Kan de regering voor beide concentratiegebieden toelichten wat de geproduceerde mestoverschotten zijn, zowel in kilogram fosfaat als in kilogram stikstof? Hoeveel dierrechten zijn er in beide concentratiegebieden «te veel» in de zin dat zij verantwoordelijk zijn voor het geproduceerde overschot? Hoeveel zou het uit de markt halen van deze overtallige dierrechten kosten? Kan de regering inzicht verschaffen in hoe de huidige mestproductie zich verhoudt tot de productie in 2002, dus in hoeverre Nederland zich aan de afspraak met de Europese Commissie verhoudt om het niveau van 2002 niet te overschrijden?

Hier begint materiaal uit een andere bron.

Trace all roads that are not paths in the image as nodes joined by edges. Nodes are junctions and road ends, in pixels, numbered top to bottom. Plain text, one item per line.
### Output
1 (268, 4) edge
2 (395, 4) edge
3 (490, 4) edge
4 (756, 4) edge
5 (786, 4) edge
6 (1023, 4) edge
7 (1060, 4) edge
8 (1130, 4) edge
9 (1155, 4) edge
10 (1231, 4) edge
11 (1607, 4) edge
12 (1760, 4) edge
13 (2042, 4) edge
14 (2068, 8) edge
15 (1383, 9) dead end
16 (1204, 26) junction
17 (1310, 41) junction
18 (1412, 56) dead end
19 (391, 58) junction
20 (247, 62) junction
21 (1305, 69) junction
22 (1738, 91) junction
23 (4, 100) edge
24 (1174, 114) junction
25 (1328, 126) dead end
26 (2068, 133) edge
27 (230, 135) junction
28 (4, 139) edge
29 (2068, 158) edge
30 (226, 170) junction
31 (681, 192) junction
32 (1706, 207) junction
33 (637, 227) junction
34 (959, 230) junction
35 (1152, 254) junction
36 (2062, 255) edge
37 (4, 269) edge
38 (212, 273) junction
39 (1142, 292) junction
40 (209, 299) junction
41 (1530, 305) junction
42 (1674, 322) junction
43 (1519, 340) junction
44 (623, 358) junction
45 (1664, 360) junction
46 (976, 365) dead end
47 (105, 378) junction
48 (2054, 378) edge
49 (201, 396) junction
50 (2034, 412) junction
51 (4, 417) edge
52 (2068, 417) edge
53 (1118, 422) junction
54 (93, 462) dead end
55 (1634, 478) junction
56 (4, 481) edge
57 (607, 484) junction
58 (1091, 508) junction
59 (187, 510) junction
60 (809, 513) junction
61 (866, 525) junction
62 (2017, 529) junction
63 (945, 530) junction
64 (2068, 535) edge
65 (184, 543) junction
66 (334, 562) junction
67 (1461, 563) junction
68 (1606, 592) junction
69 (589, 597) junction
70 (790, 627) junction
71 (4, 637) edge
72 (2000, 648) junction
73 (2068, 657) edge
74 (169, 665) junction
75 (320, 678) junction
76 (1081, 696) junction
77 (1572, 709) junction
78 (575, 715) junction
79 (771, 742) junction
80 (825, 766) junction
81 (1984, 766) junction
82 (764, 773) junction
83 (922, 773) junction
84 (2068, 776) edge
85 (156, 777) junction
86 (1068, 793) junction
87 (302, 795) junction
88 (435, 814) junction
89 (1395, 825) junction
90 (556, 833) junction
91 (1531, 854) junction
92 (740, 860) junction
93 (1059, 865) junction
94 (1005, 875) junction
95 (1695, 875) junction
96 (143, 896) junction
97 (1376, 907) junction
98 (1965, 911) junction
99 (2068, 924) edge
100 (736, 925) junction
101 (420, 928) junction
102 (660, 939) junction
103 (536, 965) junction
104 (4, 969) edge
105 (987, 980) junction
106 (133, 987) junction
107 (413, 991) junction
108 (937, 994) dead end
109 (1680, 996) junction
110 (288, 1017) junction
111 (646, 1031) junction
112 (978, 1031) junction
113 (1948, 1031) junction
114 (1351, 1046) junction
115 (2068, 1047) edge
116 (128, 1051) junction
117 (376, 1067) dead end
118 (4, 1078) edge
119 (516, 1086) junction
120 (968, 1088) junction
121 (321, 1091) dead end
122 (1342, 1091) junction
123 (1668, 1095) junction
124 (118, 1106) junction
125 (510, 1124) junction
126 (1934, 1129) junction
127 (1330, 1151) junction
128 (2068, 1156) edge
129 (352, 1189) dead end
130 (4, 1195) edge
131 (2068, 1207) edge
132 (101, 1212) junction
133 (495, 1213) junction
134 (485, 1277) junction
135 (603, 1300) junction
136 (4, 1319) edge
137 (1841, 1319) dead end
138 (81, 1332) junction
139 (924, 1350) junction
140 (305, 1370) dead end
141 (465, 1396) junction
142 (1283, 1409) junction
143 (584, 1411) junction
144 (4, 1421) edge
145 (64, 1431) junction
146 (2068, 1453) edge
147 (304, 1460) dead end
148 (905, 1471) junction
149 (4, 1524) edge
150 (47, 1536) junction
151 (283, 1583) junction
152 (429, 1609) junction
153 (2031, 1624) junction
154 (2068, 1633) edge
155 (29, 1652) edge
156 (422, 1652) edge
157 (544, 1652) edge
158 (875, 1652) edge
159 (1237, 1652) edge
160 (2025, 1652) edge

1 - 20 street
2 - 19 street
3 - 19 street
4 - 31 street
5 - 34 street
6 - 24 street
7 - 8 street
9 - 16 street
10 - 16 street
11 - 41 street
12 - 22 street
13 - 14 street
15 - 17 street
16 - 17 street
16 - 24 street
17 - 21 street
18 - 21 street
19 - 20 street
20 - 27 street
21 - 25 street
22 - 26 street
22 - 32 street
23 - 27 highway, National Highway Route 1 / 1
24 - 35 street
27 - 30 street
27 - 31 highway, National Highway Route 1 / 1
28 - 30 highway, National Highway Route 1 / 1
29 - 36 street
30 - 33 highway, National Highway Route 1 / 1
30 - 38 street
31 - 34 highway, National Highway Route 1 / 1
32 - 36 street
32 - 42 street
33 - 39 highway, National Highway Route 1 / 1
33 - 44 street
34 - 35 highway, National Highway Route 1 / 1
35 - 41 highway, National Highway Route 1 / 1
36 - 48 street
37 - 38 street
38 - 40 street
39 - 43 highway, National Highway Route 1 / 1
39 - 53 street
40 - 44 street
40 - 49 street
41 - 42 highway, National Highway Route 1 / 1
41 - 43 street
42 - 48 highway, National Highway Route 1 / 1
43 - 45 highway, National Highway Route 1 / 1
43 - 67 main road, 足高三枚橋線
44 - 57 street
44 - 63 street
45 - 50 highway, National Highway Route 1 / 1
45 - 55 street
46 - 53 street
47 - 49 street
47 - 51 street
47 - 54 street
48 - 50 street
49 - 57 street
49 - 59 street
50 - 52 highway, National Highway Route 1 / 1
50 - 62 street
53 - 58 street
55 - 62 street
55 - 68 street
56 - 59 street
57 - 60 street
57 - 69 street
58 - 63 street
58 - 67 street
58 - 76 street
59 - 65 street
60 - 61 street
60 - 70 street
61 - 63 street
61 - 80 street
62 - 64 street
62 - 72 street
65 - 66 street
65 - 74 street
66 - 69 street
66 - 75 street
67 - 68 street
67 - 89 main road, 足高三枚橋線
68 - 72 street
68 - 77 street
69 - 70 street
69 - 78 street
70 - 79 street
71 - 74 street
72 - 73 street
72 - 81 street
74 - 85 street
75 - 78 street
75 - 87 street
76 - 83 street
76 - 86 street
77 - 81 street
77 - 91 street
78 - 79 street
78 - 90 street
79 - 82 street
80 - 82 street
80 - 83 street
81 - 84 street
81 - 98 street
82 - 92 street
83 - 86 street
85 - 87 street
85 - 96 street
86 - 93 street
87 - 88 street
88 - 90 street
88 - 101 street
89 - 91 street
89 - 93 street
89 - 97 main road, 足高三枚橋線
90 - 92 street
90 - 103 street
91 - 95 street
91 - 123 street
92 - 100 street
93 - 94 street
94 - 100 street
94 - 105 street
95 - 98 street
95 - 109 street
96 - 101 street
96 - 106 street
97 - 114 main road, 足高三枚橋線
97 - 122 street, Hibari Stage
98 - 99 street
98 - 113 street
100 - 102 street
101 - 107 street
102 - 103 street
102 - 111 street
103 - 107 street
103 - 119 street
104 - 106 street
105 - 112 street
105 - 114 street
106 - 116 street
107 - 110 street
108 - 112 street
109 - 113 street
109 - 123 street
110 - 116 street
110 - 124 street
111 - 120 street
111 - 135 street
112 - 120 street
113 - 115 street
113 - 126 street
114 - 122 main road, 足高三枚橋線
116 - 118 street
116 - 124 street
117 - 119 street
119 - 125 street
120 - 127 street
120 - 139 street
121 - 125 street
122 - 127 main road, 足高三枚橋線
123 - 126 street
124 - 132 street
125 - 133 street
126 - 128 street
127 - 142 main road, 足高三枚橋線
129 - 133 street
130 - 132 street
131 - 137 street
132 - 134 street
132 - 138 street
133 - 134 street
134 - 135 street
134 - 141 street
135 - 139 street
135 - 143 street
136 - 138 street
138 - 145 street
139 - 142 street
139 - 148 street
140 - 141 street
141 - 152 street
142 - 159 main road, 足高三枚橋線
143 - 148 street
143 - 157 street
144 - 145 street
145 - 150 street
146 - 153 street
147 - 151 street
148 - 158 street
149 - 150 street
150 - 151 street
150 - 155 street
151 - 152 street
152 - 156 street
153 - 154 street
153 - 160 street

Hoe groot het overschot aan stikstof en fosfaat binnen de beide concentratiegebieden is, is afhankelijk van verschillende factoren. De belangrijkste zijn de productie aan dierlijke mest (uitgedrukt in kilogrammen stikstof en fosfaat) en de plaatsingsruimte. De plaatsingsruimte is de maximale ruimte binnen de gebruiksnormen om dierlijke mest aan te wenden. Het daadwerkelijk gebruik van dierlijke mest wordt bepaald door verschillende omstandigheden. De meest invloedrijke zijn de transportkosten, de omvang van de mestopslag, het weer en het bouwplan en de daaruit voortvloeiende behoefte aan en acceptatie van dierlijke mest, vooral in de akker- en tuinbouw. De omvang van het overschot verschilt per jaar. Op basis van cijfers van het Centraal Bureau voor de Statistiek en de in 2009 geldende gebruiksnormen kan voor fosfaat de theoretische (maximale) plaatsingsruimte berekend worden, zowel in de beide concentratiegebieden als in het niet-concentratiegebied. Op basis van deze berekeningen was er in 2009 in concentratiegebied Zuid een overschot van 30 miljoen kilogram fosfaat en in concentratiegebied Oost een overschot van 13 miljoen kilogram fosfaat. Zoals in antwoord op vragen van de leden van de PvdA-fractie is aangegeven, betekent dit echter nog niet dat voor al deze mest een afzetprobleem bestaat, doordat afzetmogelijkheden in andere regio’s en het buitenland bestaan. In die zin acht de regering het weinig zinvol om te spreken over overtallige dierrechten in de concentratiegebieden. Opkoop van deze rechten – berekend op ongeveer € 1,2 miljard (nog zonder aanvullende kosten (sociale voorzieningen) voor stoppende ondernemers – is dan ook geen gewenste richting.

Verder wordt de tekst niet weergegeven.